A ragged, bearded, sunburned man was sitting in the gazebo with a weathered-looking woman beside him.
"How you doin', brother?" shouted the man.
"Good, and you?" I shouted back.
"Feelin' alive!" said the man. "Feelin' alive!"
"Beautiful morning," I said.
"Sure is, brother," said the man, who later introduced himself as Ewok.
"Hey, come on over here," he said. "I won't bite."
I went on over.
"I just wanted to see what that necklace is," said the man, pointing to the one around my neck. "It looks like it could be a sunrise."
"It's a shell from an Australian island," I said. "I've been wearing it for about ten years."
He reached into his shirt and pulled out a fistful of pendants, holding up a blue glass orb for me to see.
"This here," he said, "you see this? This is my universe."
He held it there for a while, bobbing his head up and down, and then he suddenly shouted, "WELCOME TO MY UNIVERSE!" and he slapped the woman on her leg and burst into a crazy laugh, going "HaHaHaHaHaHa!"
"You wear that every day?" I said.
"Every day, brother," he said. "First thing I put on in the morning when I get out of my tent."
He held up another one. "See this silver shovel?" he said. "Know what kinda shovel this is?"
"No, I don't," I said.
"It's a Masonic shovel," he said. "A freakin' Masonic shovel."
"Wow," I said.
"Friend gave it to me," he said. "I ain't no freakin' Mason!" And he laughed the crazy laugh again, "HaHaHaHaHaHa!"

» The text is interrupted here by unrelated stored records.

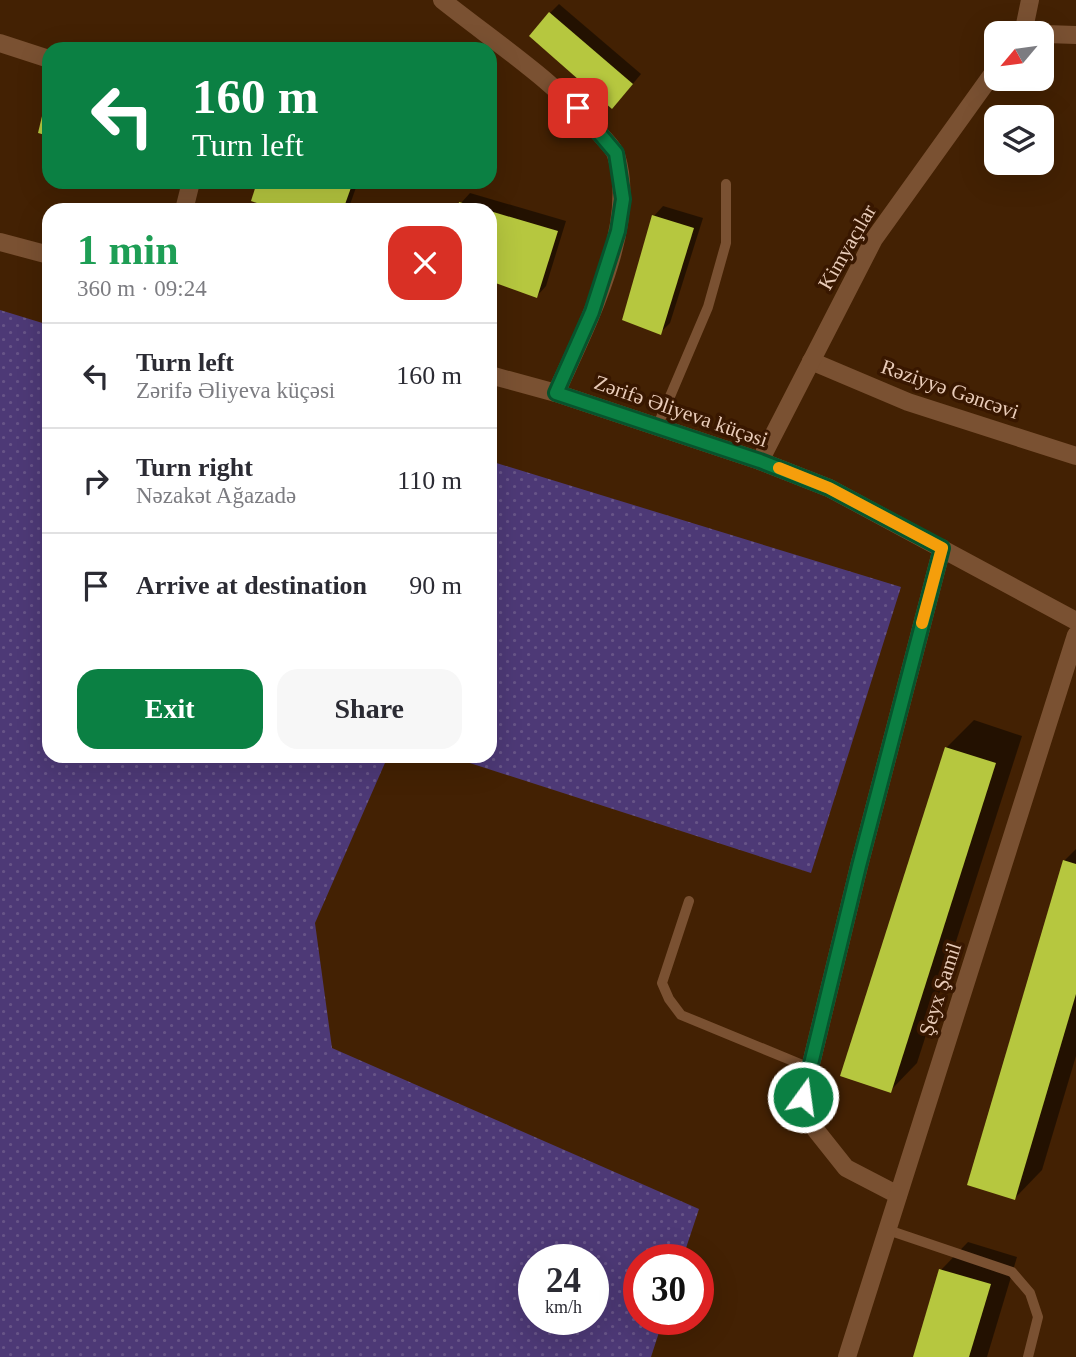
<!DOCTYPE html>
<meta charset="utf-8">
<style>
:root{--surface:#fff;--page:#f7f7f7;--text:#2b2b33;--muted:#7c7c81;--line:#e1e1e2;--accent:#0b8043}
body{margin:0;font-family:Georgia,serif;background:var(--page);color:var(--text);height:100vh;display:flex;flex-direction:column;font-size:26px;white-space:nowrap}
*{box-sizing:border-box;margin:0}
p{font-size:23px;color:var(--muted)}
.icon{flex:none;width:38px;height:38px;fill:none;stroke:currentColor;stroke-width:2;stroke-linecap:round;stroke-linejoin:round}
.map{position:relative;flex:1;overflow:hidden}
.side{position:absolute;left:42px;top:203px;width:455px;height:560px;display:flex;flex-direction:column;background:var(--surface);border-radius:21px;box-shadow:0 7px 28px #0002}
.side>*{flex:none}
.guide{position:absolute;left:42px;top:42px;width:455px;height:147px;border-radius:21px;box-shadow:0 7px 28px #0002;background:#0b8043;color:#fff;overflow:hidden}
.needle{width:46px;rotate:241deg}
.controls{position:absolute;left:984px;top:21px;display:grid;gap:14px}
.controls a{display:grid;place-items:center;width:70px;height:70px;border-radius:14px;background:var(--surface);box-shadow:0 7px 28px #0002;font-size:35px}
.speed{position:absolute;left:518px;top:1244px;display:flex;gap:14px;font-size:35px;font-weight:700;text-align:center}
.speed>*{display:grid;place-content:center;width:91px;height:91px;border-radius:50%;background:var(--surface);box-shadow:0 7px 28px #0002;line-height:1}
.speed small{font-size:18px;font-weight:400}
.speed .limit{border:10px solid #d22;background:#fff;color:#111}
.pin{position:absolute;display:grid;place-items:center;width:60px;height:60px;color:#fff;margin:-30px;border-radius:14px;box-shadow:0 4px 10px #0006}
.me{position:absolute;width:77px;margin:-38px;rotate:14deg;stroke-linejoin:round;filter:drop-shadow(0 0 5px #0008)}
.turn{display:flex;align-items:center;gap:24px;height:147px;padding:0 35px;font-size:32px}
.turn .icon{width:91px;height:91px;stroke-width:2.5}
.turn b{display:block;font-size:49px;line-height:60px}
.round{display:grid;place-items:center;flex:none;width:74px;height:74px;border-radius:21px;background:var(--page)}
.summary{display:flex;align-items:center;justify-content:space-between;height:119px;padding:0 35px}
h1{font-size:42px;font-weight:600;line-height:52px;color:#1e9e55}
.button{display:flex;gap:14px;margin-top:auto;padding:14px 35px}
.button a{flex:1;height:80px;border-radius:21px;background:var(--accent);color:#fff;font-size:28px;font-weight:600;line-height:80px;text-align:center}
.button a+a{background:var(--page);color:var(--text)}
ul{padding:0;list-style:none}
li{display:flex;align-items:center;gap:21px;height:105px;padding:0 35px;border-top:2px solid var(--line)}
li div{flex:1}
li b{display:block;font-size:26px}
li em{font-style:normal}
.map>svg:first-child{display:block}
.grass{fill:url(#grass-dots);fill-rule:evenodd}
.shadow{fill:#0007}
.building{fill:#b6c73f}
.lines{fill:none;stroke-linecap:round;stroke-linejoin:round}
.lane{stroke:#7a5132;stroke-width:10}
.street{stroke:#7a5132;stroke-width:18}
.route-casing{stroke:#07532c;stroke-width:18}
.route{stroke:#0b8043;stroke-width:12}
.slow{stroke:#f59e0b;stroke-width:12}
.labels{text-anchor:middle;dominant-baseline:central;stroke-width:7;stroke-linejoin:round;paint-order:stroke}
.street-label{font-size:21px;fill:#e9ccb9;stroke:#381700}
</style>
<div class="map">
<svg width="1076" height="1357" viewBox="0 0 1076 1357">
<defs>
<pattern id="grass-dots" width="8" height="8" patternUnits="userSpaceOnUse" patternTransform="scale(1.75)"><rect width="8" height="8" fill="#4d3976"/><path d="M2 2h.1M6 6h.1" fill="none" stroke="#675487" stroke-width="1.8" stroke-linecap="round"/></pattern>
</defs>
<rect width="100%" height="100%" fill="#432103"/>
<g class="grass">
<path d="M0 310 49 325V756H388L315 923 332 1048 699 1209 682 1260H639V1320H663L651 1357H0ZM534 1260H593V1320H534Z"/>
<path d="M490 461 901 587 811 873 448 756H490Z"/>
</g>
<g class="shadow">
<path d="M559 4 641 74 622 97 550 13Z"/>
<path d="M259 182H358L348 210H283Z"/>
<path d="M470 193 566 221 546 286 537 296 490 280V210H459L461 203Z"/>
<path d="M663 206 703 218 670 323 660 333 654 216Z"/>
<path d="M974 720 1022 736 917 1063 890 1091 946 748Z"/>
<path d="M1076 849V1056L1042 1170 1015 1198 1064 861Z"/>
<path d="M968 1242 1017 1257 987 1357H915L941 1270Z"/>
</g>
<g class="building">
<path d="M549 12 633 84 612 109 529 36Z"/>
<path d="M48 91H49V136L38 133Z"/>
<path d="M257 182H353L343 210H277L251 201Z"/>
<path d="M459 202 485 209V210H457Z"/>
<path d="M490 211 558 231 537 298 490 281Z"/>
<path d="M652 215 694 228 661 335 622 320Z"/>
<path d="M945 747 996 763 891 1093 840 1076Z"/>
<path d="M1063 860 1076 864V994L1015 1200 967 1185Z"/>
<path d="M939 1269 991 1284 969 1357H913Z"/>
</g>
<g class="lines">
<g class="lane">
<path d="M657 427 708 307 726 243V184"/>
<path d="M689 901 662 983 669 999 681 1015 810 1068"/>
<path d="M888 1230 1012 1272 1030 1293 1038 1317 1028 1357"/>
</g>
<g class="street">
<path d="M442 0C496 43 556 82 600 134 605 140 614 148 616 155 639 227 585 328 556 393"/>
<path d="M1024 29 1046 34 1076 35"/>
<path d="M1021 33 1024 29 1030 0"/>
<path d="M0 43 49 59"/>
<path d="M184 210 191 182"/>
<path d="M0 242 49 255"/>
<path d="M811 361 908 402 1076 456"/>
<path d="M490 375 556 393 760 461 829 488 1076 621"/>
<path d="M760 461 874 239 996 69"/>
<path d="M898 1195 846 1168 815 1129 803 1097 859 866 942 548"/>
<path d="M847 1357 1076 635"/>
</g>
</g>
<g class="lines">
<g class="route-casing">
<path id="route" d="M578 108 616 153 623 199 618 231 592 312 556 393 760 461 829 488 942 548 859 866 803 1097"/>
</g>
<use href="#route" class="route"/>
<path class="slow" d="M779 468 829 488 942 548 922 623"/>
</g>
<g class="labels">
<g class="street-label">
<text transform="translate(847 247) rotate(-60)">Kimyaçılar</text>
<text transform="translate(950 389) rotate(19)">Rəziyyə Gəncəvi</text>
<text transform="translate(681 411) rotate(19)">Zərifə Əliyeva küçəsi</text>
<text transform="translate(940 989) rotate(-72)">Şeyx Şamil</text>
</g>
</g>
</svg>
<div class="controls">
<a><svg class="needle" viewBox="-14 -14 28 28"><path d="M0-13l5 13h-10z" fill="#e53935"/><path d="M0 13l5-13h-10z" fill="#7c7c81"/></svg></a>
<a><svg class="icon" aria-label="layers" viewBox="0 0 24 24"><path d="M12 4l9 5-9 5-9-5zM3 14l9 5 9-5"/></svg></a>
</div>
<div class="speed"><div>24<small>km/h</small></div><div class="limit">30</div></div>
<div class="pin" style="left:578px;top:108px;background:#d93025"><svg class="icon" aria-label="arrive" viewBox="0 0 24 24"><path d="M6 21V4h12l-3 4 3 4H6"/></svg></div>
<svg class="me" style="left:803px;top:1097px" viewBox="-20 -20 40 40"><circle r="17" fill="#0b8043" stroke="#fff" stroke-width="3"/><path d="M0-11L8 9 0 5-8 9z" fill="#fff"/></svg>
<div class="guide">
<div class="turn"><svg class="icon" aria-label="left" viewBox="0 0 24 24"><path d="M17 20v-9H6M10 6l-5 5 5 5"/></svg><div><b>160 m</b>Turn left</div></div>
</div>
<section class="side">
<div class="summary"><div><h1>1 min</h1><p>360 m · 09:24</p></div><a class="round" style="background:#d93025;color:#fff"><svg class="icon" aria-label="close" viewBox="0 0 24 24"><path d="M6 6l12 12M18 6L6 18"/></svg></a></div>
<ul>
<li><svg class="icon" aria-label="left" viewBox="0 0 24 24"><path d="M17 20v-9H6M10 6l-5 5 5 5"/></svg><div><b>Turn left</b><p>Zərifə Əliyeva küçəsi</p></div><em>160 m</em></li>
<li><svg class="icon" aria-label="right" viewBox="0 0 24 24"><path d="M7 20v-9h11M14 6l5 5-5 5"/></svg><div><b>Turn right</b><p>Nəzakət Ağazadə</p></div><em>110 m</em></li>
<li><svg class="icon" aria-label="arrive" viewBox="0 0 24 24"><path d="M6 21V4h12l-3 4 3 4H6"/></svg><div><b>Arrive at destination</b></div><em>90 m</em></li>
</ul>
<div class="button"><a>Exit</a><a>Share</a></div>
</section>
</div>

"Hang on to that one," I said. "Could be handy in a bind."
"I know it," he said. "Freakin' Masons everywhere."
"You guys just passing through?" I said. "Or you been here a while?"

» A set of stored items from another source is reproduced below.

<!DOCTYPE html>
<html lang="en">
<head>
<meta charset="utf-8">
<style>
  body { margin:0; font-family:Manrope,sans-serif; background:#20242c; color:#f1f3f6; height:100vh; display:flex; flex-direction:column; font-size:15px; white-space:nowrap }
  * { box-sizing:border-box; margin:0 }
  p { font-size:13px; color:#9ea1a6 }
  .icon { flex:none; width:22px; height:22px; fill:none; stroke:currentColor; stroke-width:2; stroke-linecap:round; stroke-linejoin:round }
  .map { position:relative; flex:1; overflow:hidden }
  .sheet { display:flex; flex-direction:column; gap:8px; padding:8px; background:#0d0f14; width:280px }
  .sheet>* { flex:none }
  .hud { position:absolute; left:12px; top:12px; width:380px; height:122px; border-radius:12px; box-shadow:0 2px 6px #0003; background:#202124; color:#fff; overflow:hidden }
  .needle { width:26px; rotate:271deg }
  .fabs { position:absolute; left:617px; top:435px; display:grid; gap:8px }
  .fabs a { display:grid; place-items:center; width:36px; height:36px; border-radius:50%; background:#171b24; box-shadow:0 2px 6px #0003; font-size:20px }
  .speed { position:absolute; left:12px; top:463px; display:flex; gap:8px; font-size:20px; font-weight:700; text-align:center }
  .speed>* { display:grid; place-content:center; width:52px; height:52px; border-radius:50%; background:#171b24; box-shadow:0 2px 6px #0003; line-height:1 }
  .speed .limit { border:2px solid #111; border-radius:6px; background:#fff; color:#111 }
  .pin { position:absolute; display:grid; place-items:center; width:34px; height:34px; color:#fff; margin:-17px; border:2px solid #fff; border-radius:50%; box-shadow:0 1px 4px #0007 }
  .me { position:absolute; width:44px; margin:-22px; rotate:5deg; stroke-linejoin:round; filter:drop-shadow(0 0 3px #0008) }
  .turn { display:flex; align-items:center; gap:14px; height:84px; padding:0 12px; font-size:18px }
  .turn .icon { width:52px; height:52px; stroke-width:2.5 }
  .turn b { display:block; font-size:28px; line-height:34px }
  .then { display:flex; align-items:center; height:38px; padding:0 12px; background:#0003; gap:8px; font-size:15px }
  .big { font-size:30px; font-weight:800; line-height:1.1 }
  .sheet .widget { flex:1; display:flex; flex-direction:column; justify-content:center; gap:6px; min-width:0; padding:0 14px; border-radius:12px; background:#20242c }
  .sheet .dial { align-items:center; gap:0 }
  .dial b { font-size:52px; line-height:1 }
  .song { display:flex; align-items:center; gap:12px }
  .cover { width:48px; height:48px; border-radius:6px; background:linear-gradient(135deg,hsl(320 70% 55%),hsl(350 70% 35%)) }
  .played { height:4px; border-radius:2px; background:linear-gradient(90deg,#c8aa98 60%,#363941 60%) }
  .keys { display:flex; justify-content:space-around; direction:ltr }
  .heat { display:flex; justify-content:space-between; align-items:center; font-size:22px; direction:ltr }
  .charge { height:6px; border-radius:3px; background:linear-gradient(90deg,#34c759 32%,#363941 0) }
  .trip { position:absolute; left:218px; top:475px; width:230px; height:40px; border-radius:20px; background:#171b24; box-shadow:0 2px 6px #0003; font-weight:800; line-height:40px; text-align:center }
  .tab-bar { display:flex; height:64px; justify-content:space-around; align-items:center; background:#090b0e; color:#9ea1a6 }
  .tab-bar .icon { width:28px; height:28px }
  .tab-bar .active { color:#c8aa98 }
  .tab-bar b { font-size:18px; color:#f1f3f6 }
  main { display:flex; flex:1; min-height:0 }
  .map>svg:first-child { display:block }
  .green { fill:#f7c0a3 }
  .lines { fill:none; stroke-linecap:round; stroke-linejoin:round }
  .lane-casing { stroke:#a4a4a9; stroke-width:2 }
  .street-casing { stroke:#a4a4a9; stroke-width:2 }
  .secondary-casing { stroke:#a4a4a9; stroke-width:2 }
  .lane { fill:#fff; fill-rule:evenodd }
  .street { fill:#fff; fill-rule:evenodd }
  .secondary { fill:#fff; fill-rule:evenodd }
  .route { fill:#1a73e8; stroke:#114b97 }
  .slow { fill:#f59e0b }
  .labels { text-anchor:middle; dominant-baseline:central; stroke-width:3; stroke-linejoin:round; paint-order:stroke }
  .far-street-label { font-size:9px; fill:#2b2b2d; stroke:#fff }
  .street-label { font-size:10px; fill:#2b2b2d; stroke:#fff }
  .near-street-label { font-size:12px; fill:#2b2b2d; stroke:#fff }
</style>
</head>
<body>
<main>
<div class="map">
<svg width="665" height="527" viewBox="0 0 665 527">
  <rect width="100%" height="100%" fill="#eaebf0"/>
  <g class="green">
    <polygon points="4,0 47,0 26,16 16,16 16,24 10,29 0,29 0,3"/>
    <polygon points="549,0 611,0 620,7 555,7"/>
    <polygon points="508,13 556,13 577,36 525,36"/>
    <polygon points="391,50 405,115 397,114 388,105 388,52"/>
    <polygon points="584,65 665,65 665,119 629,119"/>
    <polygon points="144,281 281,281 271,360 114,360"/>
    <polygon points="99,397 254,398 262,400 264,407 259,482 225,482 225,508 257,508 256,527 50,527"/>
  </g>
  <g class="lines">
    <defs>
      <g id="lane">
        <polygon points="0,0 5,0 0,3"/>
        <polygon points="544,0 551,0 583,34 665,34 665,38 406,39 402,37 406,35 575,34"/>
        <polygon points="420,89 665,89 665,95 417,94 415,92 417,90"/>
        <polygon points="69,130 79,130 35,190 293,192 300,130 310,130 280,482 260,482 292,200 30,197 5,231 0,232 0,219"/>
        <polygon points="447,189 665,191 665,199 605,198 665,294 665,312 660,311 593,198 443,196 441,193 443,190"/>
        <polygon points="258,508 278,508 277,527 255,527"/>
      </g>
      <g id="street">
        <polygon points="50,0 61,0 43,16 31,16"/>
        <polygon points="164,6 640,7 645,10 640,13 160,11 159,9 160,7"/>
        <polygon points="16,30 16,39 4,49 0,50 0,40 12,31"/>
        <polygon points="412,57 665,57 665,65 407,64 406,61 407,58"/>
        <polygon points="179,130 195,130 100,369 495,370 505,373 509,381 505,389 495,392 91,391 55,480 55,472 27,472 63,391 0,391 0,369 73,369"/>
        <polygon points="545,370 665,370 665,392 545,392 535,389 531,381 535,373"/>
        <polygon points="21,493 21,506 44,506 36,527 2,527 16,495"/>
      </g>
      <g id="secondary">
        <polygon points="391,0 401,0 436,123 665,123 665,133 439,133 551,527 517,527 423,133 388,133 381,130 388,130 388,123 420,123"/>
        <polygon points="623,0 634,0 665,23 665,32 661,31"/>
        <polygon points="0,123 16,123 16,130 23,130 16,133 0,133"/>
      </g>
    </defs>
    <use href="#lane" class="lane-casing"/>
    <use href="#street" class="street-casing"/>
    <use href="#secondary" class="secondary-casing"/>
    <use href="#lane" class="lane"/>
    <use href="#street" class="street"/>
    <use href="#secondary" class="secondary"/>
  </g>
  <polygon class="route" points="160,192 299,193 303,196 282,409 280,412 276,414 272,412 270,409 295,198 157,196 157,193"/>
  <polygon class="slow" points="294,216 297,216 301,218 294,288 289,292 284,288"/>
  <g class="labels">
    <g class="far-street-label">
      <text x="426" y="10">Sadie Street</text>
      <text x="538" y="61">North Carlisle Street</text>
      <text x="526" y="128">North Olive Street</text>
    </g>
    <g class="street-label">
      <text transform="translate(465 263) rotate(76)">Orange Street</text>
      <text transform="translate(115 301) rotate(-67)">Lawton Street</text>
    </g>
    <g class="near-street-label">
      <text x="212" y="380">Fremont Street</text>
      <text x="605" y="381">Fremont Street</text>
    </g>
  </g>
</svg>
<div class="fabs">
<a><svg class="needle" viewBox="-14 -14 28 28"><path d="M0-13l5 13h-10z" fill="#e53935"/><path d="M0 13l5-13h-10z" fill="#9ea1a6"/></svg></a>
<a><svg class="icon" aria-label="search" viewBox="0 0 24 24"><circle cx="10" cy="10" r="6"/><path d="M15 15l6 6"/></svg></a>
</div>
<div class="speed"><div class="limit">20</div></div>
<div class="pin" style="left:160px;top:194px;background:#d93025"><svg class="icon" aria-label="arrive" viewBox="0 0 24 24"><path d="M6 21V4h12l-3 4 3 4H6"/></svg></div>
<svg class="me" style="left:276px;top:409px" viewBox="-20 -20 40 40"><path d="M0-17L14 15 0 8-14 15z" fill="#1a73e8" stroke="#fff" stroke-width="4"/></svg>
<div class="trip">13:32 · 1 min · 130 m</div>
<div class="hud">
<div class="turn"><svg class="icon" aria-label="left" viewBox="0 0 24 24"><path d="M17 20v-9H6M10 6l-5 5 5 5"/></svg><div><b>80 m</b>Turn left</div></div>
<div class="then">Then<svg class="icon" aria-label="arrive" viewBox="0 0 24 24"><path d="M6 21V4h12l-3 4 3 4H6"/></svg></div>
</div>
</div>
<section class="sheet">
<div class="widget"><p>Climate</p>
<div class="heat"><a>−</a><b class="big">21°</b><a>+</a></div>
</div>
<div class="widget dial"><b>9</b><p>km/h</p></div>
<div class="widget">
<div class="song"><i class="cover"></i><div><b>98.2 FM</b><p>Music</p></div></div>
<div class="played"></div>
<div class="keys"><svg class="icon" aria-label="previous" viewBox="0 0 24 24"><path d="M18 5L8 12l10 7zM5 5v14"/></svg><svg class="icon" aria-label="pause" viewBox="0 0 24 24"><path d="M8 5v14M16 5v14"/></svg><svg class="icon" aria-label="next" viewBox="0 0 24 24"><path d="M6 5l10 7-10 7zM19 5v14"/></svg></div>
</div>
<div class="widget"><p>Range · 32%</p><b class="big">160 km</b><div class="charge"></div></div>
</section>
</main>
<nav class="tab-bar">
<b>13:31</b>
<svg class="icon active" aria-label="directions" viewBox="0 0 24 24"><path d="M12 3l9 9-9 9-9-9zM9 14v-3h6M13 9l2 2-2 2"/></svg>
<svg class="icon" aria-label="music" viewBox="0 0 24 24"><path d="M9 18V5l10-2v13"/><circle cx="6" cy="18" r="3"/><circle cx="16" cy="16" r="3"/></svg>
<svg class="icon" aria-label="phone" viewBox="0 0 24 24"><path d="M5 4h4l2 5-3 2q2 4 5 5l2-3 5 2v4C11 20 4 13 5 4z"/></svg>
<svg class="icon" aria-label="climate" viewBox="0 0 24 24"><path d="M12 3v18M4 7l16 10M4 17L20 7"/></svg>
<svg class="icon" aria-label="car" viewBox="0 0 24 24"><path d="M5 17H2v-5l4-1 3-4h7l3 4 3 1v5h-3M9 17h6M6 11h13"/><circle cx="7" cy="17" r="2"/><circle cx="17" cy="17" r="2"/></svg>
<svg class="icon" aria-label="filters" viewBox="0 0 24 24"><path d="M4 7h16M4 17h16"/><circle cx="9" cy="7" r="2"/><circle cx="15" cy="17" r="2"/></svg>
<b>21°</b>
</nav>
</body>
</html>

"We're on our way out. A guy here owes me money and I could really use it. You see, I am President and Chief Executive Officer — and Chief Financial Officer too, so dear, I guess that makes you Secretary," he said, turning to the woman, and then turning back to me, "— of Broke-Dick Motherfuckers Incorporated!" Then he slapped the steps and went "HaHaHaHaHaHa!" again.
I smiled and so did the woman.
"Let me show you something," he said, and he went rummaging into his bag.
"Where is it?" he said. "Where is that freakin' thing? Oh shit, I think I lost it. I think I left it when I went to get coffee and someone picked it up. I'm always freakin' doing that. I hate it when I do that. Oh, no, no, no — here it is, here it is..."
He took out a small plastic bag with turquoise earrings inside.
"Found 'em in the plaza," he said. "Someone left 'em behind."
"Lucky," I said.
"Not lucky," he said. "I found 'em cause I'm always looking."
He opened his eyes real wide and looked at me.
"Most people never look," I said.
"Most people look," he said, "they just don't see."